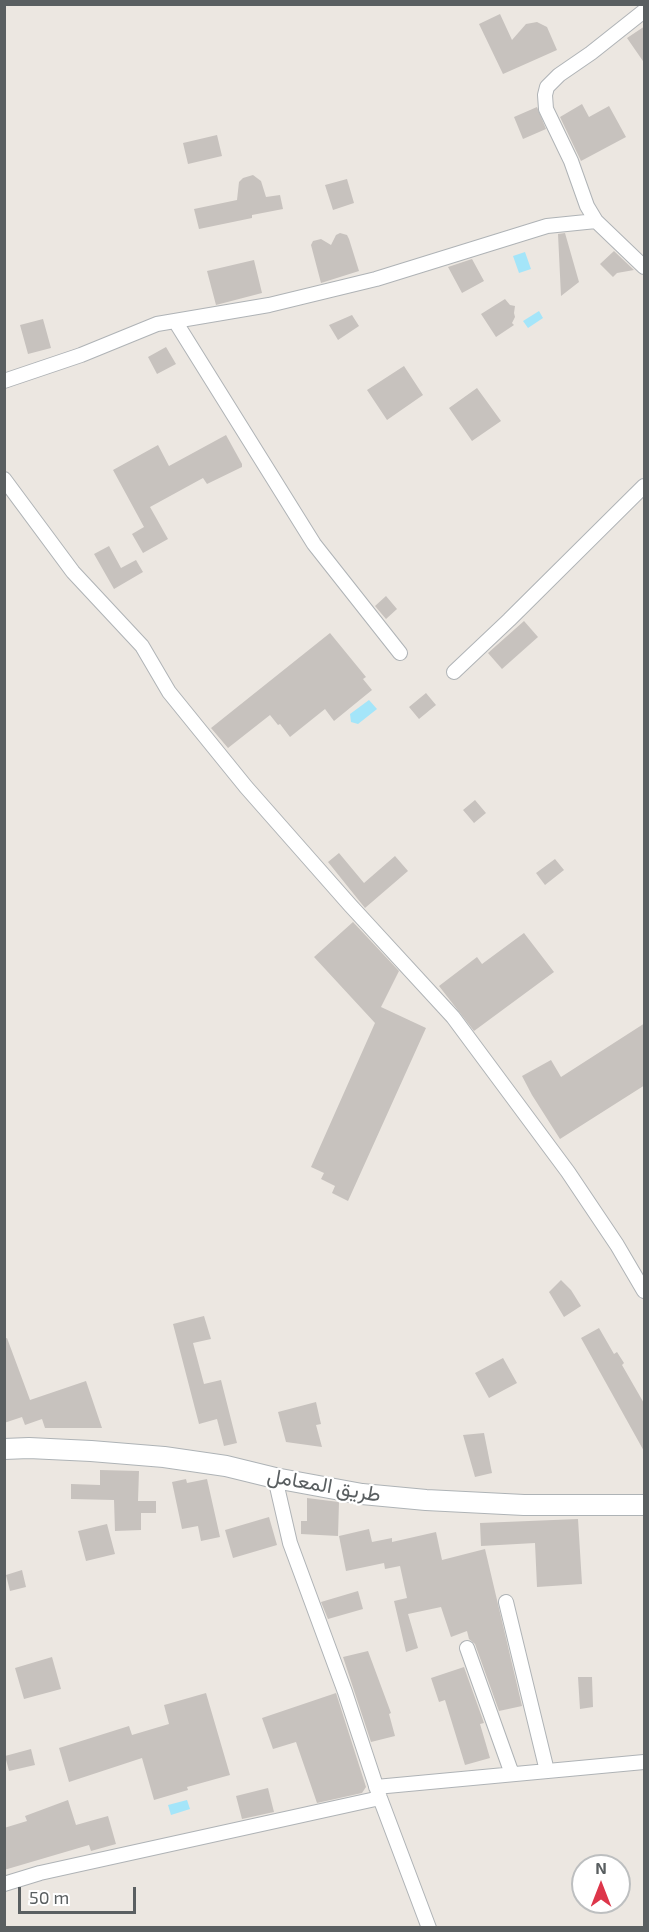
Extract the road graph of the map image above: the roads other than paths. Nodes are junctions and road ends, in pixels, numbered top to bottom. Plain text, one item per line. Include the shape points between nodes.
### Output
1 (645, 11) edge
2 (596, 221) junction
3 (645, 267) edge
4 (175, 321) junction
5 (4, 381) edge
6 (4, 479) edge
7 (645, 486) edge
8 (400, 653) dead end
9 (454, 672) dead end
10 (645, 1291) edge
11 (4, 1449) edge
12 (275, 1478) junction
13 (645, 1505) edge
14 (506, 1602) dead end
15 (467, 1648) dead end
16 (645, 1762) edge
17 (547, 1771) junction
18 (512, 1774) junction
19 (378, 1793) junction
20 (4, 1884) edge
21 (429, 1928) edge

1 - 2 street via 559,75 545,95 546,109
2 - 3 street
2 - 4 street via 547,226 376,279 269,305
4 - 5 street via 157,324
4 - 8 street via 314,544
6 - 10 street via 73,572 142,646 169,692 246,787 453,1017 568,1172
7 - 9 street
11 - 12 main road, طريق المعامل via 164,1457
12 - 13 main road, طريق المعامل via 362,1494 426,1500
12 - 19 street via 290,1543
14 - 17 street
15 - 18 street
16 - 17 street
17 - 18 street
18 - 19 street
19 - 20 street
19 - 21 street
● ● ●
AIM OF THE TASK: If a record holds a picture, leave the picture out and transcribe everything else exactly.

EXERCISE OUTPUT:
Extract the road graph of the map image above: the roads other than paths. Nodes are junctions and road ends, in pixels, numbered top to bottom. Plain text, one item per line. Include the shape points between nodes.
### Output
1 (645, 11) edge
2 (596, 221) junction
3 (645, 267) edge
4 (175, 321) junction
5 (4, 381) edge
6 (4, 479) edge
7 (645, 486) edge
8 (400, 653) dead end
9 (454, 672) dead end
10 (645, 1291) edge
11 (4, 1449) edge
12 (275, 1478) junction
13 (645, 1505) edge
14 (506, 1602) dead end
15 (467, 1648) dead end
16 (645, 1762) edge
17 (547, 1771) junction
18 (512, 1774) junction
19 (378, 1793) junction
20 (4, 1884) edge
21 (429, 1928) edge

1 - 2 street via 559,75 545,95 546,109
2 - 3 street
2 - 4 street via 547,226 376,279 269,305
4 - 5 street via 157,324
4 - 8 street via 314,544
6 - 10 street via 73,572 142,646 169,692 246,787 453,1017 568,1172
7 - 9 street
11 - 12 main road, طريق المعامل via 164,1457
12 - 13 main road, طريق المعامل via 362,1494 426,1500
12 - 19 street via 290,1543
14 - 17 street
15 - 18 street
16 - 17 street
17 - 18 street
18 - 19 street
19 - 20 street
19 - 21 street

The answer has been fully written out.